A little while before it ran, we had a chance to check in with Bonding Beaver Media about their new van.
Calling Mountains Productions has been working with the Lil’wat Nation, documenting culture and language, for the past few years, and we’ve been fortunate to be able to share some of founder, Valerie St-Arnaud’s, photography and celebrations of culture, here.
Her most recent venture has been to outfit a Sprinter van and turn it into a mobile recording studio, to be able to travel to elders and language speakers and create a soundproof suitable venue to capture their voices, their words, their wisdom. We dug in with Bonding Beaver Media recently by email Q+A, to find out all the dirt on this great initiative to support language revitalisation. Follow https://www.instagram.com/bondingbeavermedia/ to stay appraised of their adventures.
1. You’ve built a wedding photography business in Pemberton over the last four years. Can you connect the dots between that business and Bonding Beaver Media? (I mean, How does a wedding photographer end up driving a mobile recording studio into remote First Nations communities?)
Calling Mountains Productions was launched in 2016 with the intent to make videography a side gig, do a few projects on the side and make a little bit of money that would pay for new equipment so I could keep doing what I enjoyed as a side gig. I never thought I would find so many wonderful local loyal clients in the Sea to Sky corridor that wanted to see me succeed. I was different – you rarely see a woman lead in the film industry and instead of concentrating my effort on capturing the typical outdoor and extreme sports, I had an eye for visionaries. I wanted to share local stories and get creative in the way they told their stories. I find everyone that moves to Whistler or Pemberton has a story to tell, we’re all special and usually come with baggage… usually longing for a community. I was lucky enough to find mine, initially when I first started I decided to volunteer a lot of my time to non-profit organizations where I would acquire more skills but more importantly more « connections »… It’s all about those connections.

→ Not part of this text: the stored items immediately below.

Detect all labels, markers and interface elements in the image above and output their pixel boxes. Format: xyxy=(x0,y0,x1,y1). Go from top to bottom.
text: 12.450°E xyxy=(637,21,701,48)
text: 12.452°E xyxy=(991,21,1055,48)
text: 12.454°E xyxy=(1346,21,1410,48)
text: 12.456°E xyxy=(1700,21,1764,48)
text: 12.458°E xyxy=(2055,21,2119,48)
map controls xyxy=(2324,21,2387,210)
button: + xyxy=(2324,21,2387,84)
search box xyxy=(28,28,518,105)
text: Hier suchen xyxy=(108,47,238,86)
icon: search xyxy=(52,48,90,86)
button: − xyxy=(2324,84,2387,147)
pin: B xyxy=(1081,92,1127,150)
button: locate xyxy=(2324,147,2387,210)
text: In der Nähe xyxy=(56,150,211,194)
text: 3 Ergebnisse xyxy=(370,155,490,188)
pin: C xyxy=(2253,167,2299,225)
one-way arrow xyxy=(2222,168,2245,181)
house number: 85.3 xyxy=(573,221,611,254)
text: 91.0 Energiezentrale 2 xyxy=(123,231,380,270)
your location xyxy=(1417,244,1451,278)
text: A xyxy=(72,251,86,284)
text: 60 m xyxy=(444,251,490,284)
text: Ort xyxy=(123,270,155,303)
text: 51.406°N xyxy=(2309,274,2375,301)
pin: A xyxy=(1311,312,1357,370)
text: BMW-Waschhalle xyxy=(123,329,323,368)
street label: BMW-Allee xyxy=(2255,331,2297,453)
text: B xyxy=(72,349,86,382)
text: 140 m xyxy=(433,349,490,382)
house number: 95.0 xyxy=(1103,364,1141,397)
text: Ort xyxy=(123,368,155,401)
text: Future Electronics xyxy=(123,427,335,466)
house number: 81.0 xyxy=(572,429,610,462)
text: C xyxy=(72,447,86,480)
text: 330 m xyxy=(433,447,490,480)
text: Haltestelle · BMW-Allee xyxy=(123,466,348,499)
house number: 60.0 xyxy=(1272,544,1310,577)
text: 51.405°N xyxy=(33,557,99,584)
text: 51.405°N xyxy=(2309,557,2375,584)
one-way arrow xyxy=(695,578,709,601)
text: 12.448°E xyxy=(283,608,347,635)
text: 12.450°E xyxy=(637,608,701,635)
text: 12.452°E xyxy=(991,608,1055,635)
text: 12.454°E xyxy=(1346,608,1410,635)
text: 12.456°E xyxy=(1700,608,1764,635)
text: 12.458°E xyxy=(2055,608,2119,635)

Through this work I met Lois Joseph, Culture manager of Lil’wat Nation. She approached me about doing a project with them. They had 200 hours of footage of the elders picking cedar bark and making cedar baskets, and they wanted this footage compiled into 1 hour with subtitles in Ucwalmicwts. At the time I didn’t know what I was getting myself into. I was from the east coast with no real knowledge of their culture. I didn’t hesitate to take on the challenge, I started working with the elders and created this beautiful piece for their community, they could learn a new skill through videography and learn their language at the same time.
From that point on, more work became available. The Nation realized that those types of resources were beneficial to the community. I took on a few contracts until last year I realized it was more than just creating resources, it was about building capacity and teaching indigenous youth and young adults how to do the work themselves. So I’ve been working with the Nation in building skills and mentoring youth and young adults who are looking to start their careers and understand the importance of technology and the best ways to preserve culture and language.
2. Tell us about yourself – where you’re from, how you came to Pemberton, what got you behind the camera? (ie Who are you? And whose the guy in the photo?!)
I’m originally from Quebec and I’ve been in Pemberton for almost 8 years now. I came up to snowboard 8 years ago and met David (guy in the photo), we hit it off during my trip and once the trip was over I went back to the east coast.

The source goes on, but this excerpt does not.